Each Inquisition will last approximately one to two hours; it's just dependent upon how well the chat is proceeding. You, the public, are more than welcome to join us. We hold the chat in a private online chatroom using the Chatstep website. Instructions on how to get into the room are below, along with some info about the author we'll be chatting with. Please keep in mind that the room will not be open until 1:30 p.m. Eastern time on Sunday, December 7th.
1.) Go to www.chatstep.com
2.) Type in the room name (LRRTBI)
3.) Choose and type in your own nickname
4.) Type in the password (TBI1207)
5.) Click the "Join" button
About Richard Siddoway:
Richard M. Siddoway was born in Salt Lake City and raised in Bountiful, Utah. He and his wife Janice have eight children. He has been an educator for over forty years and for a time was the principal of the Electronic High School for the Utah State Department of Education. Richard was also a member of the Utah House of Representatives.

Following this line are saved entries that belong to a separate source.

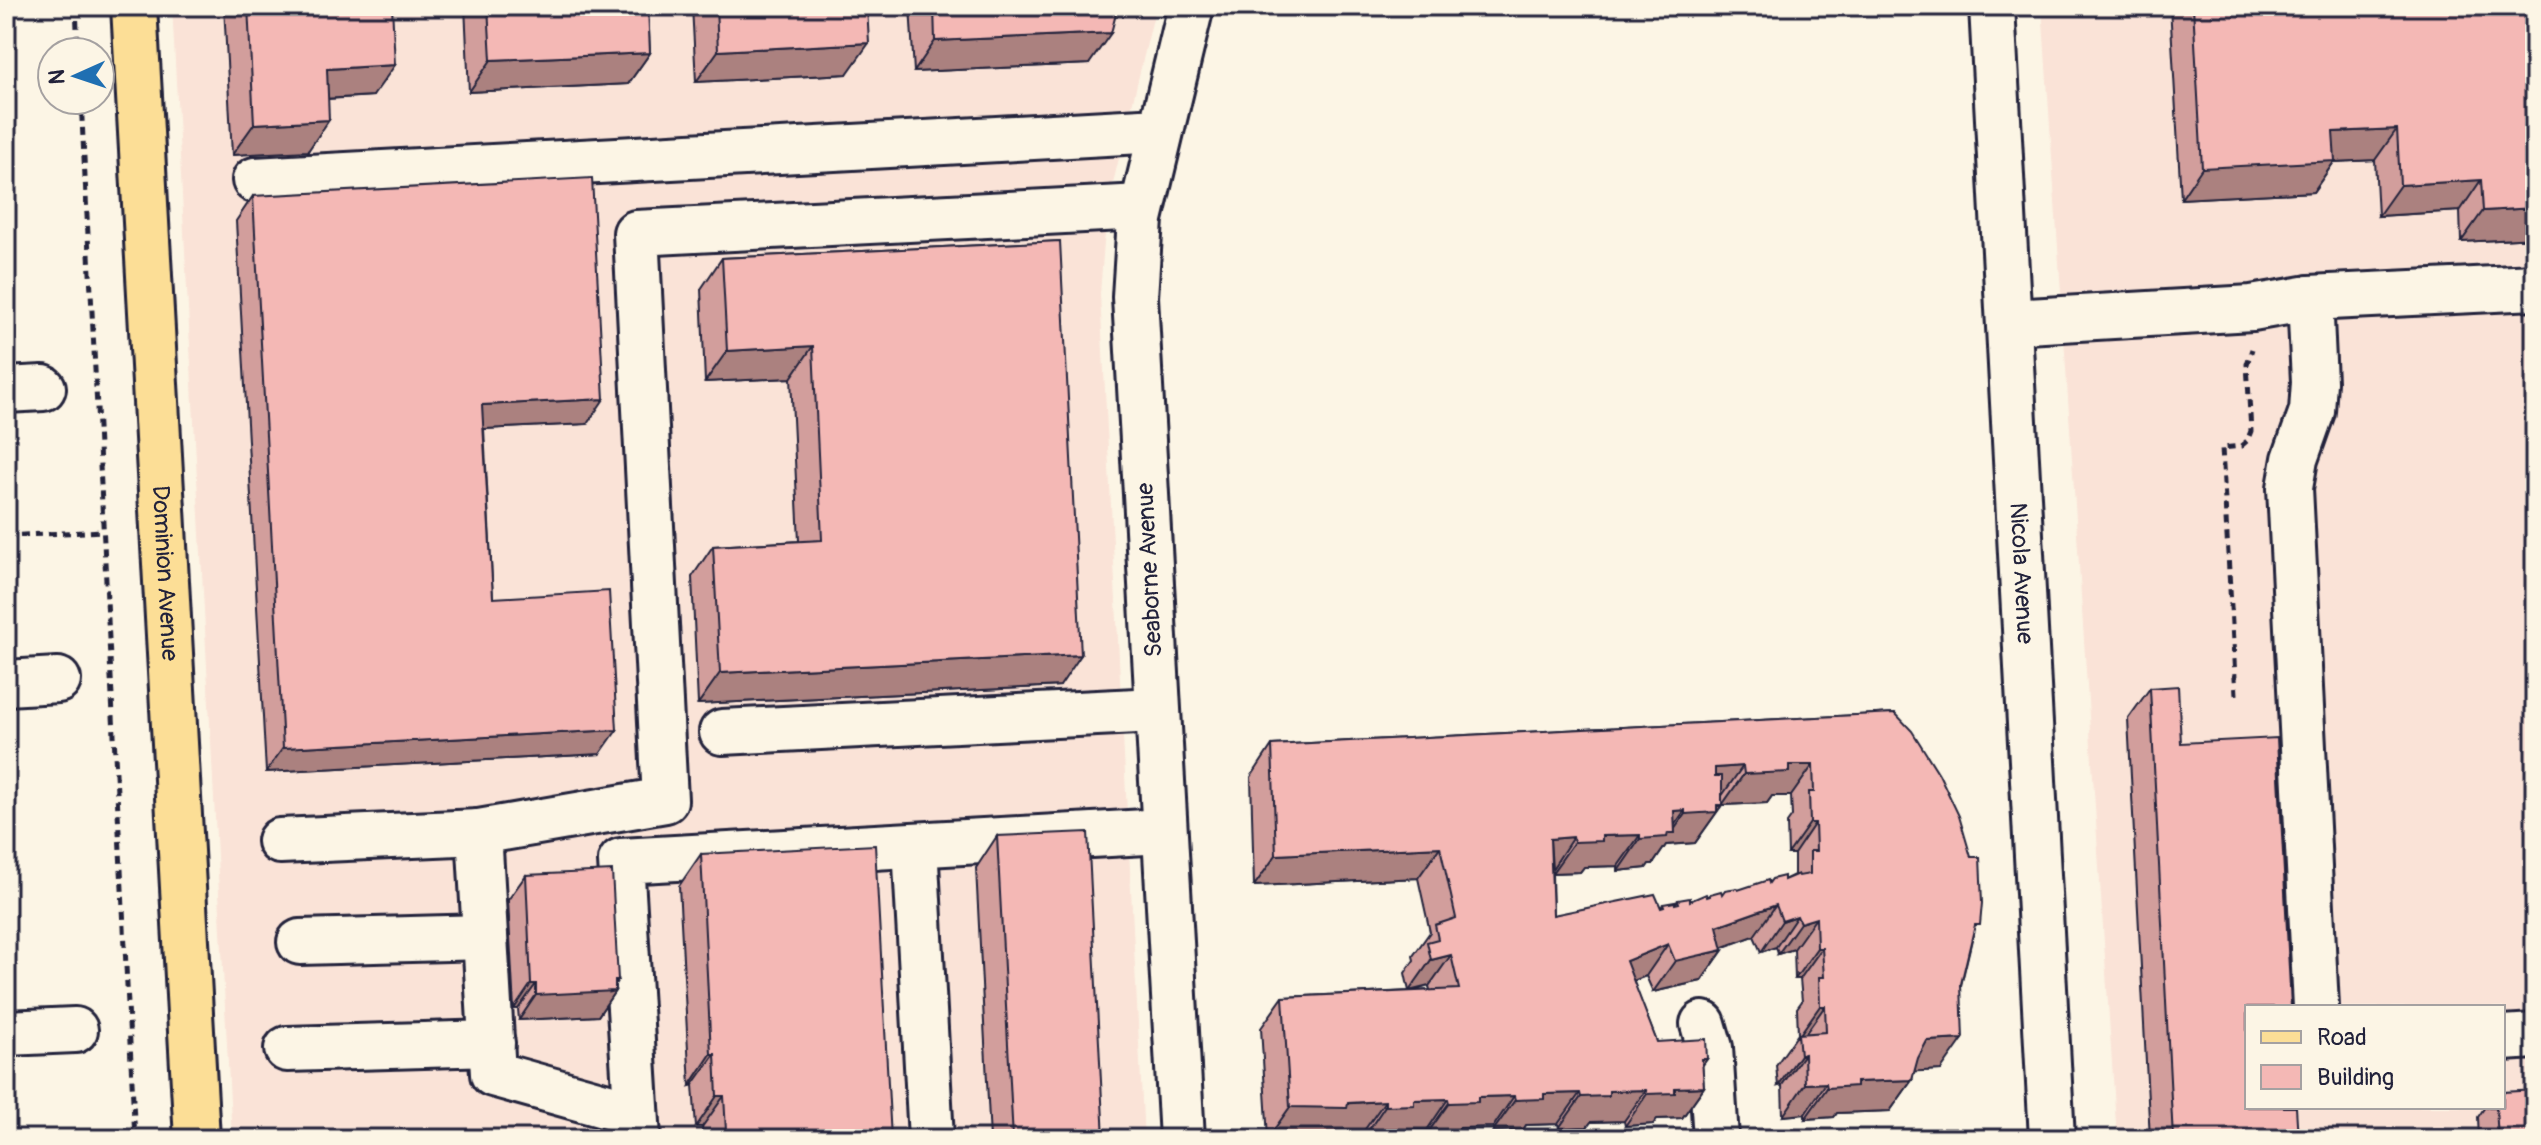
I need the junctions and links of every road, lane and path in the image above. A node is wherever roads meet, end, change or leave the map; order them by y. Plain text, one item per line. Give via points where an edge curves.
1 (76, 6) edge
2 (134, 6) edge
3 (1191, 6) edge
4 (1992, 6) edge
5 (77, 36) edge
6 (82, 116) edge
7 (1160, 130) junction
8 (255, 180) dead end
9 (1142, 207) junction
10 (2535, 287) edge
11 (2310, 298) junction
12 (2252, 308) junction
13 (2009, 322) junction
14 (103, 531) junction
15 (6, 536) edge
16 (58, 680) dead end
17 (6, 683) edge
18 (2236, 695) dead end
19 (1157, 710) junction
20 (722, 732) dead end
21 (1164, 831) junction
22 (479, 832) junction
23 (280, 841) dead end
24 (915, 845) junction
25 (485, 937) junction
26 (300, 942) dead end
27 (2316, 1005) edge
28 (1703, 1024) dead end
29 (75, 1030) dead end
30 (6, 1033) edge
31 (2535, 1036) edge
32 (2505, 1038) edge
33 (492, 1043) junction
34 (287, 1049) dead end
35 (637, 1127) edge
36 (135, 1139) edge
37 (197, 1139) edge
38 (931, 1139) edge
39 (1182, 1139) edge
40 (1716, 1139) edge
41 (2052, 1139) edge

1 - 5 path
2 - 37 main road, Dominion Avenue
3 - 7 street, Seaborne Avenue
4 - 13 street, Nicola Avenue
6 - 14 path
7 - 8 street
7 - 9 street, Seaborne Avenue
9 - 19 street, Seaborne Avenue via 1136,343
9 - 22 street via 636,233 665,800
10 - 11 street
11 - 12 street
11 - 27 street via 2312,411 2290,488
12 - 13 street
12 - 18 path via 2254,344 2247,364 2251,431 2241,446 2222,448
13 - 41 street, Nicola Avenue
14 - 15 path
14 - 36 path
16 - 17 street
19 - 20 street
19 - 21 street, Seaborne Avenue
21 - 24 street
21 - 39 street, Seaborne Avenue
22 - 23 street
22 - 25 street
24 - 35 street via 621,861
24 - 38 street
25 - 26 street
25 - 33 street
28 - 40 street via 1710,1048
29 - 30 street
31 - 32 street
33 - 34 street
33 - 35 street via 493,1074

In 1998, The Christmas Wish was adapted into a CBS movie. Siddoway has also written several other books with Christmas themes such as Twelve Tales of Christmas, Christmas of the Cherry Snow, and The Christmas Quest. He has also written other books such as Degrees of Glory, Mom and Other Great Women I Have Known, Habits of the Heart and The Hut in The Tree in The Woods.
From 1996 to 2005 Siddoway served as president of the Bountiful Utah Val Verda Stake of The Church of Jesus Christ of Latter-day Saints (LDS Church). Prior to his call as a stake president Siddoway had served as a bishop in the LDS Church.
When two teenagers are found beaten in the quiet town of Cottage Park and another boy is standing over them holding a baseball bat, it seems like a simple task to convict the perpetrator. There s just one problem: he s autistic. This poignant tale of one town s journey to forgiveness and love will stay with you long after you ve finished reading.